Project

General

Profile

Actions

action #90170

closed

Service for purging old kernels might run while system management is locked and fail

Added by okurz about 3 years ago. Updated over 1 year ago.

Status:
Resolved
Priority:
Low
Assignee:
Category:
-
Target version:
Start date:
2021-03-16
Due date:
2021-07-06
% Done:

0%

Estimated time:

Description

Observation

Today observed on openqaworker3 when checking for the reason of the failed systemd services alert:

martchus@openqaworker3:/srv/salt> sudo systemctl status purge-kernels.service
purge-kernels.service - Purge old kernels
   Loaded: loaded (/usr/lib/systemd/system/purge-kernels.service; enabled; vendor preset: enabled)
   Active: failed (Result: exit-code) since Mon 2021-03-15 06:51:54 CET; 1 day 4h ago
 Main PID: 1166 (code=exited, status=7)

Mar 15 06:51:36 openqaworker3 systemd[1]: Starting Purge old kernels...
Mar 15 06:51:54 openqaworker3 zypper[1166]: System management is locked by the application with pid 1286 (zypper).
Mar 15 06:51:54 openqaworker3 zypper[1166]: Close this application before trying again.
Mar 15 06:51:54 openqaworker3 systemd[1]: purge-kernels.service: Main process exited, code=exited, status=7/NOTRUNNING
Mar 15 06:51:54 openqaworker3 systemd[1]: Failed to start Purge old kernels.
Mar 15 06:51:54 openqaworker3 systemd[1]: purge-kernels.service: Unit entered failed state.
Mar 15 06:51:54 openqaworker3 systemd[1]: purge-kernels.service: Failed with result 'exit-code'.
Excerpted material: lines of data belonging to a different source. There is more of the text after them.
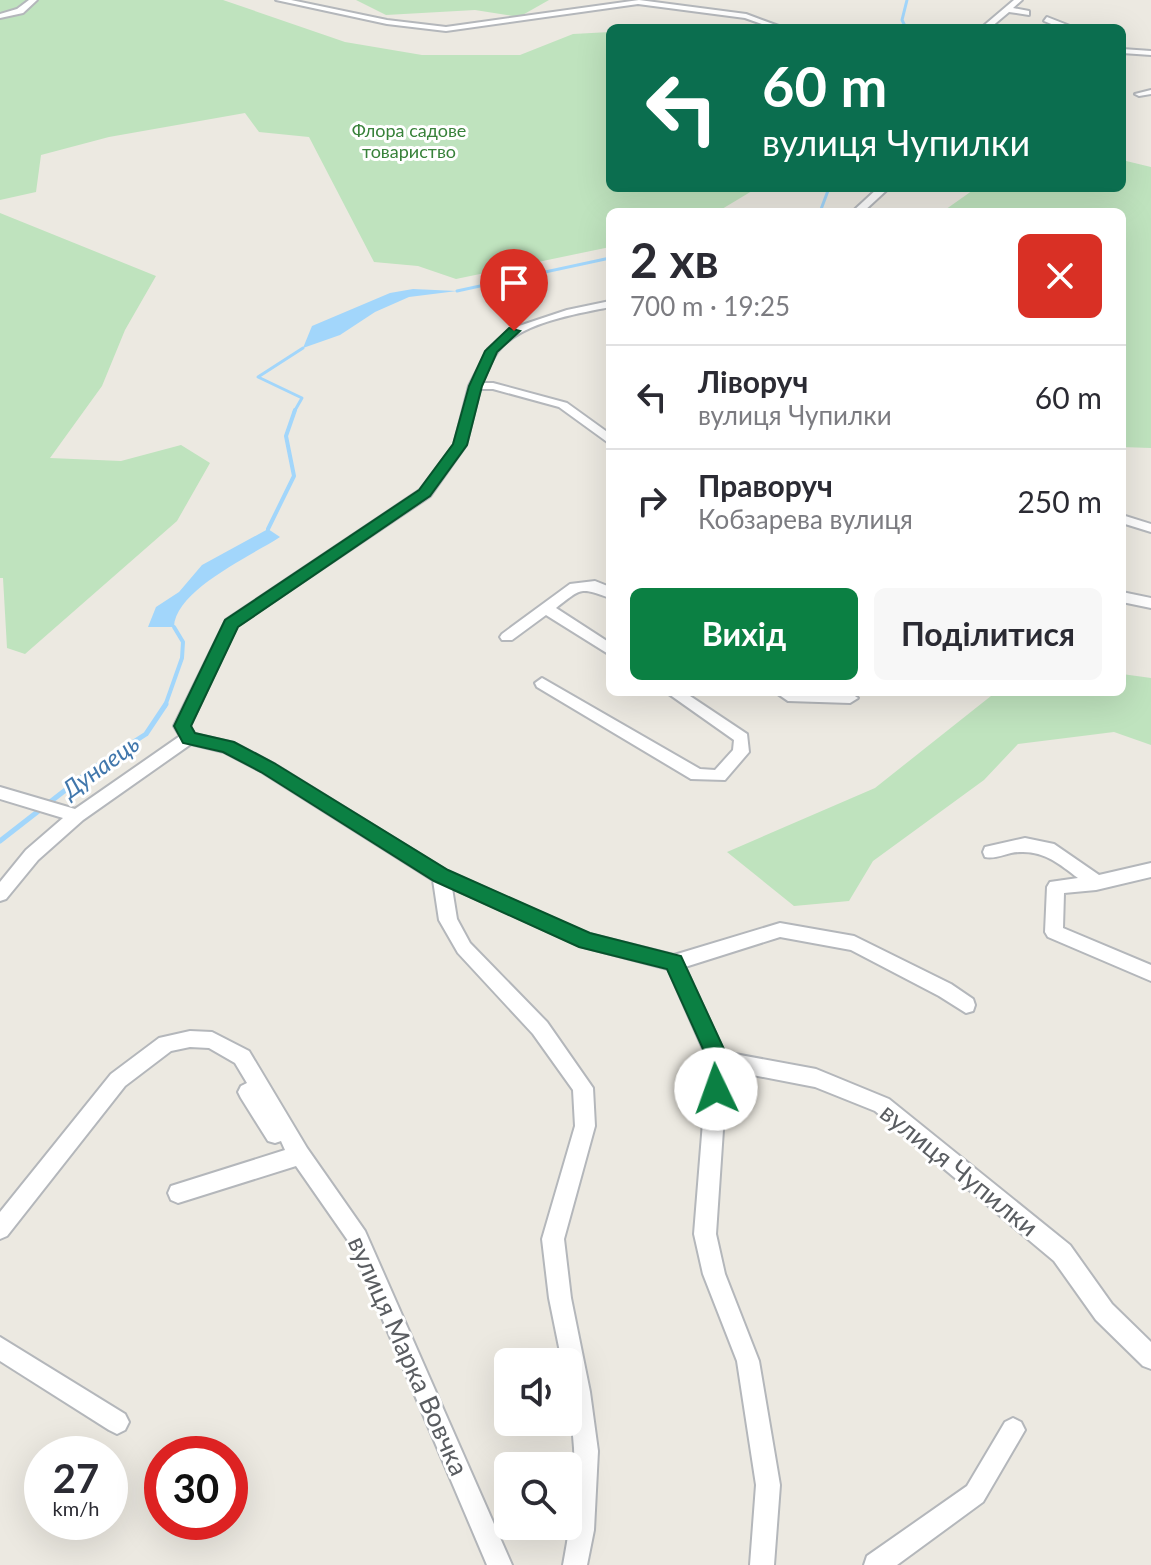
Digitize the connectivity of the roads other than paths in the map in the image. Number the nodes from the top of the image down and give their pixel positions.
1 (33, 0) edge
2 (280, 0) edge
3 (1018, 0) edge
4 (1006, 9) junction
5 (1026, 13) dead end
6 (0, 16) edge
7 (1047, 19) dead end
8 (769, 24) edge
9 (989, 24) edge
10 (1058, 24) edge
11 (1126, 51) edge
12 (1151, 53) edge
13 (1151, 92) edge
14 (1139, 94) dead end
15 (880, 192) edge
16 (863, 208) edge
17 (606, 305) edge
18 (475, 386) junction
19 (606, 437) edge
20 (1126, 520) edge
21 (1151, 528) edge
22 (606, 591) edge
23 (1126, 598) edge
24 (1151, 603) edge
25 (547, 609) junction
26 (507, 637) dead end
27 (606, 647) edge
28 (542, 683) dead end
29 (679, 696) edge
30 (788, 696) edge
31 (850, 698) dead end
32 (189, 738) junction
33 (0, 793) edge
34 (77, 816) junction
35 (991, 852) dead end
36 (1151, 870) edge
37 (441, 876) junction
38 (1096, 883) junction
39 (0, 894) edge
40 (674, 963) junction
41 (1151, 973) edge
42 (966, 1005) dead end
43 (718, 1060) junction
44 (248, 1092) dead end
45 (300, 1155) junction
46 (178, 1193) dead end
47 (0, 1229) edge
48 (0, 1348) edge
49 (1151, 1358) edge
50 (117, 1422) dead end
51 (1013, 1430) dead end
52 (500, 1565) edge
53 (575, 1565) edge
54 (762, 1565) edge
55 (876, 1565) edge

1 - 6 street
2 - 8 street
3 - 4 street
4 - 5 street
4 - 9 street
7 - 10 street
11 - 12 street
13 - 14 street
15 - 16 street
17 - 18 street
18 - 19 street
18 - 32 street
20 - 21 street
22 - 25 street
23 - 24 street
25 - 26 street
25 - 27 street
28 - 29 street
30 - 31 street
32 - 34 street
32 - 37 street
33 - 34 street
34 - 39 street
35 - 38 street
36 - 38 street
37 - 40 street
37 - 53 street
38 - 41 street
40 - 42 street
40 - 43 street
43 - 49 street, вулиця Чупилки
43 - 54 street
44 - 45 street, вулиця Марка Вовчка
45 - 46 street
45 - 47 street, вулиця Марка Вовчка
45 - 52 street, вулиця Марка Вовчка
48 - 50 street
51 - 55 street

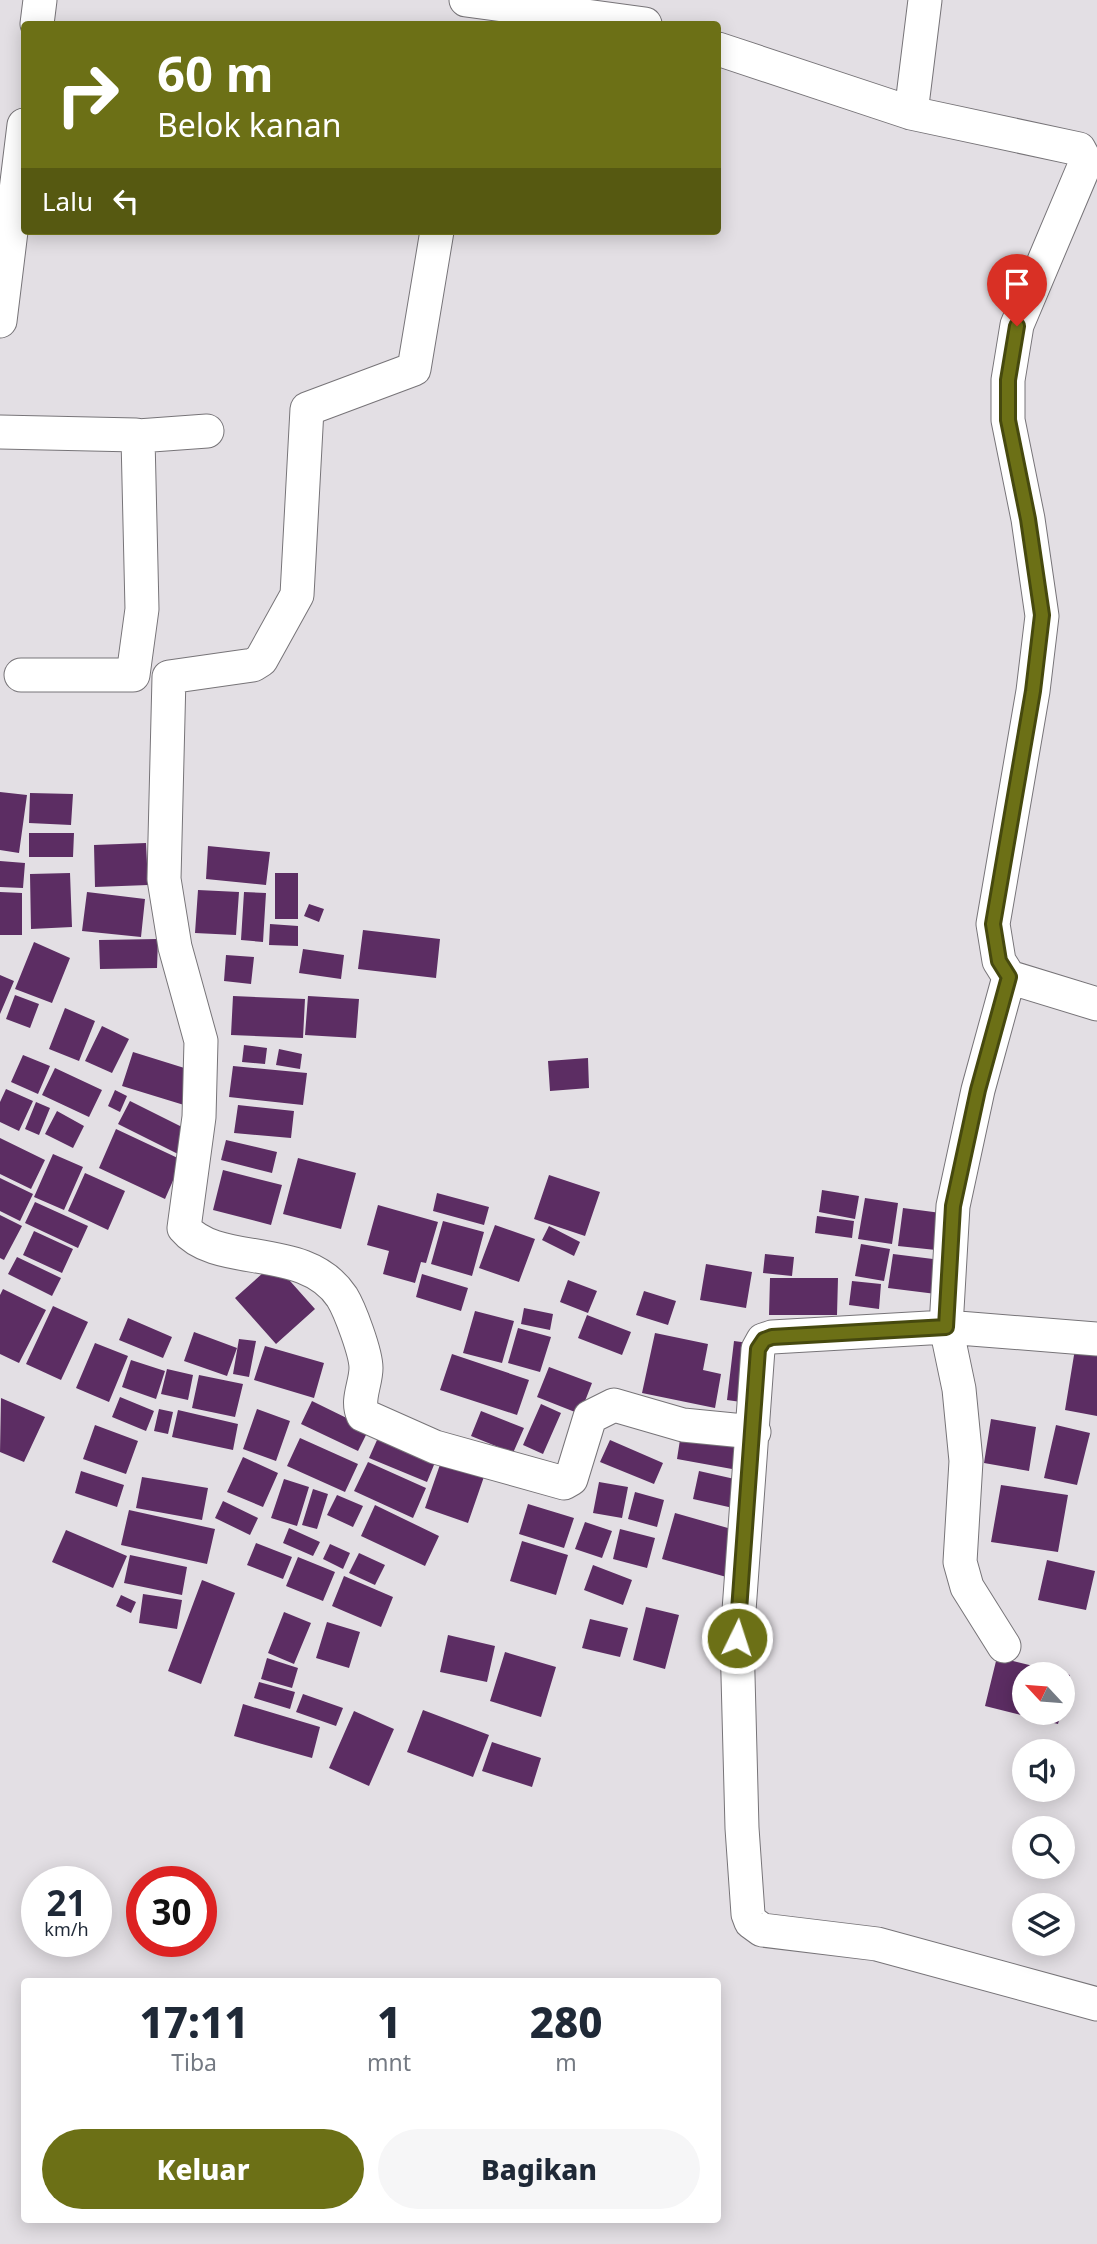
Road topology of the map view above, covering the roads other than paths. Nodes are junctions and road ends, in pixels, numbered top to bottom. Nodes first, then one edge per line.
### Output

Of course it helps to simply restart the service. Not sure how we could further improve this. This is likely just a caveat of openSUSE's purge-kernels-service package which provides that service (which likely comes from https://github.com/openSUSE/mkinitrd).

Acceptance criteria

  • AC1: The systemd service purge-kernels.service does not fail if zypper is running for a short time

Suggestion

Report this issue upstream as bug and in the meantime apply a workaround for us, e.g. systemd service override with retry.

Actions #2

Updated by okurz about 3 years ago

  • Tags set to alert, systemd, service, zypper, infrastructure
  • Description updated (diff)
  • Status changed from New to Workable
  • Priority changed from Low to Normal
  • Target version set to Ready
Actions #3

Updated by mkittler about 3 years ago

I've created an upstream issue: https://github.com/openSUSE/mkinitrd/issues/43

Likely the best one can do is adding a retry. I suppose that would mean that the service would still be in the state "failed" between the retries so our monitoring would still trigger an alert.

Actions #4

Updated by okurz about 3 years ago

mkittler wrote:

I've created an upstream issue: https://github.com/openSUSE/mkinitrd/issues/43

https://github.com/openSUSE/mkinitrd/issues/43 was closed referring to bugzilla. So please report there.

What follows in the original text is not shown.